» **DATA EXCERPTS**

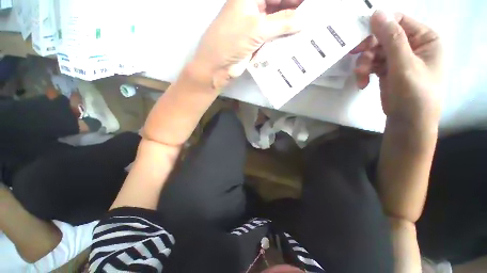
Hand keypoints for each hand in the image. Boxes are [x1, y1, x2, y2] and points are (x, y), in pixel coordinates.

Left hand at [191, 0, 302, 88]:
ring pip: (277, 21)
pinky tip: (294, 40)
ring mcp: (255, 25)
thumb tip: (304, 20)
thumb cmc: (231, 41)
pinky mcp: (256, 41)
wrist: (217, 67)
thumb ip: (282, 23)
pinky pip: (273, 36)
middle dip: (294, 10)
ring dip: (290, 25)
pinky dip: (282, 38)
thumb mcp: (257, 28)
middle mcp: (253, 7)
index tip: (311, 5)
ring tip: (308, 28)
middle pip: (278, 4)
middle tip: (313, 16)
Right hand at [352, 11, 442, 125]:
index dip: (379, 26)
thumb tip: (377, 13)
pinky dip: (364, 73)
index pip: (399, 21)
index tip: (360, 38)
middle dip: (368, 49)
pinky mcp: (387, 70)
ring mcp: (399, 58)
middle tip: (355, 57)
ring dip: (364, 64)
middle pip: (383, 37)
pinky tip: (362, 83)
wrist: (408, 122)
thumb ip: (392, 38)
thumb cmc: (414, 94)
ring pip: (374, 52)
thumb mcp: (404, 65)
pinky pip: (372, 64)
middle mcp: (413, 45)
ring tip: (361, 78)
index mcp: (425, 38)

» **PROBLEM TO SOLVE**
The required output is every line from the one with "ring dip: (290, 25)" to the final line of the entries, repeated exactly and with nothing else.

» **FINAL ANSWER**
ring dip: (290, 25)
pinky dip: (282, 38)
thumb mcp: (257, 28)
middle mcp: (253, 7)
index tip: (311, 5)
ring tip: (308, 28)
middle pip: (278, 4)
middle tip: (313, 16)
Right hand at [352, 11, 442, 125]:
index dip: (379, 26)
thumb tip: (377, 13)
pinky dip: (364, 73)
index pip: (399, 21)
index tip: (360, 38)
middle dip: (368, 49)
pinky mcp: (387, 70)
ring mcp: (399, 58)
middle tip: (355, 57)
ring dip: (364, 64)
middle pip: (383, 37)
pinky tip: (362, 83)
wrist: (408, 122)
thumb ip: (392, 38)
thumb cmc: (414, 94)
ring pip: (374, 52)
thumb mcp: (404, 65)
pinky pip: (372, 64)
middle mcp: (413, 45)
ring tip: (361, 78)
index mcp: (425, 38)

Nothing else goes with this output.